A perfectly house-trained dog does not guarantee you will be spared cleaning up accidents in the house for your dog's lifetime. There are many things that can happen, from both a behavioral and physical perspective, that may burst your bubble of thinking your dog will never have an accident in the house again. If you have owned a perfectly house-trained dog up until now, you have some investigative work to do in order to figure out the trigger. Together, we will look at some potential causes for out-of-the-blue bowel movements in your home.
Important Questions to Ask
While obviously, you cannot ask your dog what he is up to, you must turn into some sort of detective to figure out what may be going on in Rover's life. Following are some questions you should ask yourself before pointing your finger and accusing poor Rover of soiling your beloved carpet or couch.
1. What are you feeding? Any recent diet changes?
If you are feeding cheap foods from your supermarket, these will yield more frequent and bulkier bowel movements. For this reason, a premium dog food, even though more expensive, is much preferable, since more nutrients are absorbed and there is less waste. This means smaller stools and on a less frequent basis. Sudden diet changes may cause an upset stomach and a sense of urgency especially, if you have switched to a lower grade food rich of fillers and grains.
2. How is your dog's health? Have you checked for parasites?

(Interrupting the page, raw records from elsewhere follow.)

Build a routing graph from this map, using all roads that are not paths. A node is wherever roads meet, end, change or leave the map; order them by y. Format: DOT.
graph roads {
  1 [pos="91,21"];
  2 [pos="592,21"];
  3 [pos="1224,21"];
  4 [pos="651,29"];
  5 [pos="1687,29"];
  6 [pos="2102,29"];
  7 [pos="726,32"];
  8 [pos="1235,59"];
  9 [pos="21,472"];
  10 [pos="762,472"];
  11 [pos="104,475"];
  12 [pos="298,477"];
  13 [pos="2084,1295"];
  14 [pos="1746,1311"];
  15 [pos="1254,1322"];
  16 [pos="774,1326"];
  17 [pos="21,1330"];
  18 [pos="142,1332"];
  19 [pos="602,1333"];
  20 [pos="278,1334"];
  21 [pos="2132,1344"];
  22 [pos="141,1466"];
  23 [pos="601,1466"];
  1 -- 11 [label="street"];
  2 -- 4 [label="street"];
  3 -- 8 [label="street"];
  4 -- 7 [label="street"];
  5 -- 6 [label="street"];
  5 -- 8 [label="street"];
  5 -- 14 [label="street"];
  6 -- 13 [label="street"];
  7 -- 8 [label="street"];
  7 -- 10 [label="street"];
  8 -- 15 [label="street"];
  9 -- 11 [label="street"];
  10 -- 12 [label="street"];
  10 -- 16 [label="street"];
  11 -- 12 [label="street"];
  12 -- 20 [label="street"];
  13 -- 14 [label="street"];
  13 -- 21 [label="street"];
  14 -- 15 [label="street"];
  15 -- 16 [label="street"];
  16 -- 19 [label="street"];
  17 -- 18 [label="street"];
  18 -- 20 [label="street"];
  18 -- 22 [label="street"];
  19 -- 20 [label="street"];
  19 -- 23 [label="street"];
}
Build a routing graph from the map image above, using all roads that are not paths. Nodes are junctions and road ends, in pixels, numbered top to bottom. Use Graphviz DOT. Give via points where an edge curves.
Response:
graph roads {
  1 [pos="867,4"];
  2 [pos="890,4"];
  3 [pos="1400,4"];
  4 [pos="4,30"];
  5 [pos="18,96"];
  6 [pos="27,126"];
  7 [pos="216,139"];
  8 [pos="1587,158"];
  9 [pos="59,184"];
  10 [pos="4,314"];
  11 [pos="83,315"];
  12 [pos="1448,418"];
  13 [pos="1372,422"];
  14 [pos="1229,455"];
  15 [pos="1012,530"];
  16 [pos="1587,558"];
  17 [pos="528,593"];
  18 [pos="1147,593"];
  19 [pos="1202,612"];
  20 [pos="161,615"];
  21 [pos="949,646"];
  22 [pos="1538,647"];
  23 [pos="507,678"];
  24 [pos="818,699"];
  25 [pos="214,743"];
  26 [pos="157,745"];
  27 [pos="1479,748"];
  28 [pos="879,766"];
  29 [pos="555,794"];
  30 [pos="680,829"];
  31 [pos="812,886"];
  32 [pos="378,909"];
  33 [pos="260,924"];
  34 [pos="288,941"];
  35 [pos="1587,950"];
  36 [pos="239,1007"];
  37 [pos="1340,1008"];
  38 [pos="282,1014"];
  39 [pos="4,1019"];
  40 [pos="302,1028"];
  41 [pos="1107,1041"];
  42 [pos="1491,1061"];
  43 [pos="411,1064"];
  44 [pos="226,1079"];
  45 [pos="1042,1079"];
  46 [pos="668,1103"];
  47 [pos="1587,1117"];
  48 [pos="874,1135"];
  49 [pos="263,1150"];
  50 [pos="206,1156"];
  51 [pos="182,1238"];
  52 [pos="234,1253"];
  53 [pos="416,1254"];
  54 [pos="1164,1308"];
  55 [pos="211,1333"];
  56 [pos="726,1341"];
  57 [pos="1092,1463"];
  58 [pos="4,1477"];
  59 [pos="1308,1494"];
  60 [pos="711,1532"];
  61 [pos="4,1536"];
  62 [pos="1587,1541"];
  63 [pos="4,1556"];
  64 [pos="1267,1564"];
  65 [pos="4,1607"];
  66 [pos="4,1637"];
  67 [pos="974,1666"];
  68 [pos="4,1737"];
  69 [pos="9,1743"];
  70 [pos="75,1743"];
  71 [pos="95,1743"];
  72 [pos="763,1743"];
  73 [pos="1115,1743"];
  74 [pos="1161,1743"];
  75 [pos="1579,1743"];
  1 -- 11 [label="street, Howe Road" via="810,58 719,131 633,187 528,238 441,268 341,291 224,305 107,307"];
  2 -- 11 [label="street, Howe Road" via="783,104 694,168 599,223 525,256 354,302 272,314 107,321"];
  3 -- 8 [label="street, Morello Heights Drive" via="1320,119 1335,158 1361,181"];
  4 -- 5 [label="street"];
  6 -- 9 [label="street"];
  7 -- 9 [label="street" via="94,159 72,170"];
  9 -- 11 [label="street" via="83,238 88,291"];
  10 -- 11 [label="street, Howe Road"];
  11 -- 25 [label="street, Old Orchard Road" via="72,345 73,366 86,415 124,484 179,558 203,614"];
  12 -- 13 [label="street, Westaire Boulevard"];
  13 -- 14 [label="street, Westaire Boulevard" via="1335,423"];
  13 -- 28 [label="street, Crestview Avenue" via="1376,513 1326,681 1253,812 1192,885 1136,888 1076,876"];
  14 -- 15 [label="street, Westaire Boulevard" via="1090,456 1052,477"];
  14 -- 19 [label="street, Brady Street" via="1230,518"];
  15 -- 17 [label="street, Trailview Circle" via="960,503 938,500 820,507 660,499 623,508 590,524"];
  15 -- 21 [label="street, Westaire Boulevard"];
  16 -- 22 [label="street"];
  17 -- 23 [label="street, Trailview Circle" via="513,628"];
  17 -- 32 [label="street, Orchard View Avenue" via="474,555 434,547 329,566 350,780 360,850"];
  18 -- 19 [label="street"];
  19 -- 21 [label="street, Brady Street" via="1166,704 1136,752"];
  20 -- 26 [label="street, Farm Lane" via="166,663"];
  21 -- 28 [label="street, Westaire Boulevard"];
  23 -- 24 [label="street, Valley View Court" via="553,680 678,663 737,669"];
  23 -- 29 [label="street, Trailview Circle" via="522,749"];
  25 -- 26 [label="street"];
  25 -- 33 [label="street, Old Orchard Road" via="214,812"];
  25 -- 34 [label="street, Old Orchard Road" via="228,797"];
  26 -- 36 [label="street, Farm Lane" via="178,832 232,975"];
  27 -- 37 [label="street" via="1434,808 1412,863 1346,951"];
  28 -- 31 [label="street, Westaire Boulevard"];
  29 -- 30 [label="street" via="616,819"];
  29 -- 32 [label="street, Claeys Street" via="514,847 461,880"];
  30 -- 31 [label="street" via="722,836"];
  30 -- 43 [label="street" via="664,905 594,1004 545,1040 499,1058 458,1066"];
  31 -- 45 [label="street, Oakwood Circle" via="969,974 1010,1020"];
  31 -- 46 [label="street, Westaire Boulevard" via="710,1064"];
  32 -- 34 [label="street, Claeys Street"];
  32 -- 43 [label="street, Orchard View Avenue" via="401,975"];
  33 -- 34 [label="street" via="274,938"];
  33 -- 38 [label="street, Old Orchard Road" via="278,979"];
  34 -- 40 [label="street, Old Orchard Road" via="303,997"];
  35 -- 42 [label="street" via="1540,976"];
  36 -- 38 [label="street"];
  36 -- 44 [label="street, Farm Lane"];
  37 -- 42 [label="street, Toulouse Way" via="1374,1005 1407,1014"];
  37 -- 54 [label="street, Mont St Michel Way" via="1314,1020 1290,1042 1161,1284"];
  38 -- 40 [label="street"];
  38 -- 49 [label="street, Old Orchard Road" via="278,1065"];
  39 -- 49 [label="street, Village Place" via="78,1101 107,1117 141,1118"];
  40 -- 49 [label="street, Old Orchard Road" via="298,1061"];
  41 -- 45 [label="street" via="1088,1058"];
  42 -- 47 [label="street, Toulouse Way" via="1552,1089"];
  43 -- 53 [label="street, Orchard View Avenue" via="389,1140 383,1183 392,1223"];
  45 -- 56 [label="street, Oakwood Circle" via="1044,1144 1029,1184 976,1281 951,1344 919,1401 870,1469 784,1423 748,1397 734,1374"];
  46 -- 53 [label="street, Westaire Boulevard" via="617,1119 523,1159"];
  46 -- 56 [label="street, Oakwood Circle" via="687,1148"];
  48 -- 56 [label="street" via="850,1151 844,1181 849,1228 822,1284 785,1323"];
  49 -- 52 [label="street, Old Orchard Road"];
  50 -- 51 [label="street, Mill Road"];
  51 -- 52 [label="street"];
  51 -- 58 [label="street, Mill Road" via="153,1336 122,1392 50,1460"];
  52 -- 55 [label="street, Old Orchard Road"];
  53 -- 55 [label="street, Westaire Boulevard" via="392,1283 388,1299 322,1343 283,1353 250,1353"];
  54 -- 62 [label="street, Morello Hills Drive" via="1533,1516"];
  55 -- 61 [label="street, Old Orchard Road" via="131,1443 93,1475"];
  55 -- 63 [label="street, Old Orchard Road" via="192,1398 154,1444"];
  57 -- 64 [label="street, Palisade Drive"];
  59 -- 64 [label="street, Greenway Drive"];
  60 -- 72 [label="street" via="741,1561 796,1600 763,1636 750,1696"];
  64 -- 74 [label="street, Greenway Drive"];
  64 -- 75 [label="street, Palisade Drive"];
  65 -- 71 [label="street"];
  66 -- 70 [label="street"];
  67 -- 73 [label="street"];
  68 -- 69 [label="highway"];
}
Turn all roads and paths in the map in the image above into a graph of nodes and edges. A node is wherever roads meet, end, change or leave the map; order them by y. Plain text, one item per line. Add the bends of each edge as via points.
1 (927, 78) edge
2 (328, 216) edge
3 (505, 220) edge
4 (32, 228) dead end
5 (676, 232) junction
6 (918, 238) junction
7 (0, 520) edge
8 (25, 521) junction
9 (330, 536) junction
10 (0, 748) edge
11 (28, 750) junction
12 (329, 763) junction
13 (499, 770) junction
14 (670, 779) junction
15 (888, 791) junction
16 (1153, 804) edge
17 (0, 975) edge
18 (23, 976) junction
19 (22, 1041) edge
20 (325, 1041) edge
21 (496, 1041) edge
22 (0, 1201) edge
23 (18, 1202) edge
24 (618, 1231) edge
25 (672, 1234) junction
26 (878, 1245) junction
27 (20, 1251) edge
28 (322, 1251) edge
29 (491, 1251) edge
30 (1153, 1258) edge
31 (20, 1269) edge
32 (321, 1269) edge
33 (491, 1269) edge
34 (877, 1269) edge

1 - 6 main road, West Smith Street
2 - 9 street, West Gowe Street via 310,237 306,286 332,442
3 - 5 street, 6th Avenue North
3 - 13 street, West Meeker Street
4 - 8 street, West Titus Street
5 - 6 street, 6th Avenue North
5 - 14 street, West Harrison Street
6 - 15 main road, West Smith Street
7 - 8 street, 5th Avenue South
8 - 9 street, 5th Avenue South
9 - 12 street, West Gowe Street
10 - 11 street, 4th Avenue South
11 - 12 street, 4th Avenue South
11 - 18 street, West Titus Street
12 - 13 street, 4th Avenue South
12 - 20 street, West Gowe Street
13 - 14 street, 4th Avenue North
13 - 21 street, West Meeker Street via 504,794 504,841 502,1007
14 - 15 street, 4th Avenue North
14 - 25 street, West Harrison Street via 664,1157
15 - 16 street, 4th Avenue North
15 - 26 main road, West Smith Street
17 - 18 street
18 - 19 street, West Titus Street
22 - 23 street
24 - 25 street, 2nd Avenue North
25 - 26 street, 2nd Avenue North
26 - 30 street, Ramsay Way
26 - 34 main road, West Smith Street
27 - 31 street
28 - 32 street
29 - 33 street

There are some disorders which can cause an increase in bowel movements. Some intestinal disorders may cause a sense of urgency with frequent stools which may be hard for your dog to hold on to until he is let out. Intestinal worms are also a cause for more frequent bowel movements and something that should be ruled out. All dog owners should have their dogs' stools checked for parasites at least once a year.
3. Is your dog suffering from separation anxiety?
Some dogs do not do well when they are left alone. Consider your dog a separation anxiety candidate if you come home from work and find messes around the home. To confirm your case, record your dog's behavior when he is left alone: whining, pacing, barking, howling, panting, digging, and pooping are all potential signs of separation anxiety.
4. Is your dog starting to get old?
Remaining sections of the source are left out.